Preparing for a Successful Sale: Key Areas to Consider According to a Private Equity Fund
Published 17 December 2019
Mazanti Pulse asked Erik Balleby Jensen from Capidea for his best advice for a small or medium-sized company preparing for a sale to an equity fund.
Since its establishment in 2006 the private equity fund Capidea has invested in 21 companies, primarily in the manufacturing, distribution, software, retail and service industries. Capidea makes long-term investments of three to seven years in competitive small and medium-sized Danish companies.
But what is the key to a good sale? As the management of a company looking for an investment, how should you prepare?
We asked Erik Balleby Jensen, a partner and CEO of Capidea, for three pieces of advice for companies considering selling to an equity fund.
#1 Prepare for an extensive review
“Prepare. Get your business ready for a sale,” he says.
When an equity fund begins an investment process, it conducts an extensive due diligence – or review – of the company, going into recent years’ figures and accounts. Erik Balleby Jensen calls on companies to prepare.
“Optimize your reporting, make sure you have easy access to all relevant papers. For example, make sure you own the rights to your brand and website. This sounds pretty basic, but there is nothing worse than a process going down the drain because of something you could have predicted.”
#2 Consider management’s future role
Capidea invests in small and medium-sized enterprises, and their investments are often related to generational change. Erik Balleby Jensen advises management to consider its future role.
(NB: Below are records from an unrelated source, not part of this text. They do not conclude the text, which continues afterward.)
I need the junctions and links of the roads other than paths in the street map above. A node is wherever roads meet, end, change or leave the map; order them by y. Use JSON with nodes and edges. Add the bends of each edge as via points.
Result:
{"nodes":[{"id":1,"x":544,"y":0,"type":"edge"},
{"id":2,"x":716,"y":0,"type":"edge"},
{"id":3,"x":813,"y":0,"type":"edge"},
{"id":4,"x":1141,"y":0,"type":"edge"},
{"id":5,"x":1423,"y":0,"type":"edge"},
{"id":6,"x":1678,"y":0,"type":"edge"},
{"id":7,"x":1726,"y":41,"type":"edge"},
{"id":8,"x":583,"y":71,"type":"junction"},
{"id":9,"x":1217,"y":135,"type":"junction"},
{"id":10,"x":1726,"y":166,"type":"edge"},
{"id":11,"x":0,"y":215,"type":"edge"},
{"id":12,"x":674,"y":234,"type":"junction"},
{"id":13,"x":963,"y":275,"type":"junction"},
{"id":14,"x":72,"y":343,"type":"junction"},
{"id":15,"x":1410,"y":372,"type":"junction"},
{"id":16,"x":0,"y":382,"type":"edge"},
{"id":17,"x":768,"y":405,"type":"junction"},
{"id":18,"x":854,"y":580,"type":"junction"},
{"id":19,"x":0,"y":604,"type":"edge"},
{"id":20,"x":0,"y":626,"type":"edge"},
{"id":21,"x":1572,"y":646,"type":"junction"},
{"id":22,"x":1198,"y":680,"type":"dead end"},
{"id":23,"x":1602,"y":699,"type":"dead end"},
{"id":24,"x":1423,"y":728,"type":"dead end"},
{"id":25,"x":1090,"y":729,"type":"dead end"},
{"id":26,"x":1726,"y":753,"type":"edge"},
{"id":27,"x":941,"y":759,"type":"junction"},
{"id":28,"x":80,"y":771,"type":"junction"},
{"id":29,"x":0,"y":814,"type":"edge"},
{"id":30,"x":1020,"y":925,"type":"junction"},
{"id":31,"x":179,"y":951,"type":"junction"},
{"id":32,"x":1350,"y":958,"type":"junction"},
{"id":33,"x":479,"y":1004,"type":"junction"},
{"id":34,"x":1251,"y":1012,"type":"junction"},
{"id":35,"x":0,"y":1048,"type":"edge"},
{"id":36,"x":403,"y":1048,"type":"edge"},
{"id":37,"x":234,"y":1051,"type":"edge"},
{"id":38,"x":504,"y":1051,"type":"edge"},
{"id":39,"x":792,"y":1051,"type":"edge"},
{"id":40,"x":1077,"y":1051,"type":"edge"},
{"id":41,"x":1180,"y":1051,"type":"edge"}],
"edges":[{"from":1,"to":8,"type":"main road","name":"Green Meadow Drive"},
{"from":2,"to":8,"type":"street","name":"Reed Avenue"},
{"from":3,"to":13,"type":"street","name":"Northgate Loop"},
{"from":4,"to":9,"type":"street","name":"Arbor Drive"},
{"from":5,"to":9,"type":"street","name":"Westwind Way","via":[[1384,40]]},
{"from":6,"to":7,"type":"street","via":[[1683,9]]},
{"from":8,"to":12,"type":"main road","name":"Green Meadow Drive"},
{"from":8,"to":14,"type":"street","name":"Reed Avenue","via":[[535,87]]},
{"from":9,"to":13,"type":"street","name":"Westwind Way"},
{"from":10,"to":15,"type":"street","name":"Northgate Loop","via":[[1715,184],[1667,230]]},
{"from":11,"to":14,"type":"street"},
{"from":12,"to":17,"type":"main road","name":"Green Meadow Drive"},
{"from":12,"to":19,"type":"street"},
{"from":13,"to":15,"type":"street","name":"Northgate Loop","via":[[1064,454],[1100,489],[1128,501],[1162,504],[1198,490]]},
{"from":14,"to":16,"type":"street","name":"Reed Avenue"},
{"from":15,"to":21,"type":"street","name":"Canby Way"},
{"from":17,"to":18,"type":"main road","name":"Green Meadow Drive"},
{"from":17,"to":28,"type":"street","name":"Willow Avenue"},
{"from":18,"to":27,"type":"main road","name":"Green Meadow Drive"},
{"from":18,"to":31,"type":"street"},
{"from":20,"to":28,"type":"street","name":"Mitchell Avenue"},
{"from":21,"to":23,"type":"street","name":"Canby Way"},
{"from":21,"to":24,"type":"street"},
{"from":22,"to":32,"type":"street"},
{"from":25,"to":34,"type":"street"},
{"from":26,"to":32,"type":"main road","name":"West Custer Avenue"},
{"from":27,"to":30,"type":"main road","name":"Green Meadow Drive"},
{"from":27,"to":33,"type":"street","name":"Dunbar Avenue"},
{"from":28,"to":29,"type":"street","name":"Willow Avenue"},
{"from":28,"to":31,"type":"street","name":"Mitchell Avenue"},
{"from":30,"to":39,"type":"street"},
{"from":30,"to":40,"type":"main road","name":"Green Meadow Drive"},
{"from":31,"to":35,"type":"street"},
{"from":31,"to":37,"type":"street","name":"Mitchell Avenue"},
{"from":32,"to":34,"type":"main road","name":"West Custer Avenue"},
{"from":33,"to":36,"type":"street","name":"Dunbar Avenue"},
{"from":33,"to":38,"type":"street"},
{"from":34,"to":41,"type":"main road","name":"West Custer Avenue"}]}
“For some, this is their life’s work. Are they ready to sell? Do they want to sell to a competitor or someone in the industry who will take over the company – or to a private equity fund like us, who will develop the company on a standalone basis? Do they expect to sit on the board?”
If a company is heavily dependent on one person who wishes to step down, management needs to consider how to continue without this person when handing over or selling the company. However, even if the existing management remains, changes are often almost inevitable.
“With these small and medium-sized companies, we typically need to provide the existing management with the resources to implement the initiatives we plan to take.”
Capidea always has one or two of the seats on the company’s board of directors, and the existing management must be willing to welcome them and the experience they bring.
In any case, the company must prepare for significant change.
“We have had episodes where we almost made it to the letter of intent before the company decided not to go through. That is about the worst situation for us: If the sellers have not clarified what an investment means for them.”
#3 Engage experienced advisers
The third piece of advice is to draw on other people’s experience at an early stage. Erik Balleby Jensen often finds that the amount of time and resources required by an investment process takes companies by surprise.
“Bring in advisers with realistic expectations and knowledge. Engage lawyers or board members who have been through a similar process. They can help you get an idea of how long this process will take and what it requires from you.”
Experienced advisers will know how to secure the fastest and smoothest process, and they know which issues to address at an early stage.
“For example, have corporate finance advisers help you get an idea of a realistic price for the company. If you have mandatory demands, like keeping the current management, or if you are unwilling to make changes to the company, that may have an impact on the price,” says Erik Balleby Jensen.
- A Danish private equity fund established in 2006
- Has total committed capital of approximately DKK 2.3 billion spread across three funds
- Invests in companies within manufacturing, distribution, trading and service
- As of September 2019, Capidea has invested in 21 companies representing a total turnover of approximately DKK 6 billion.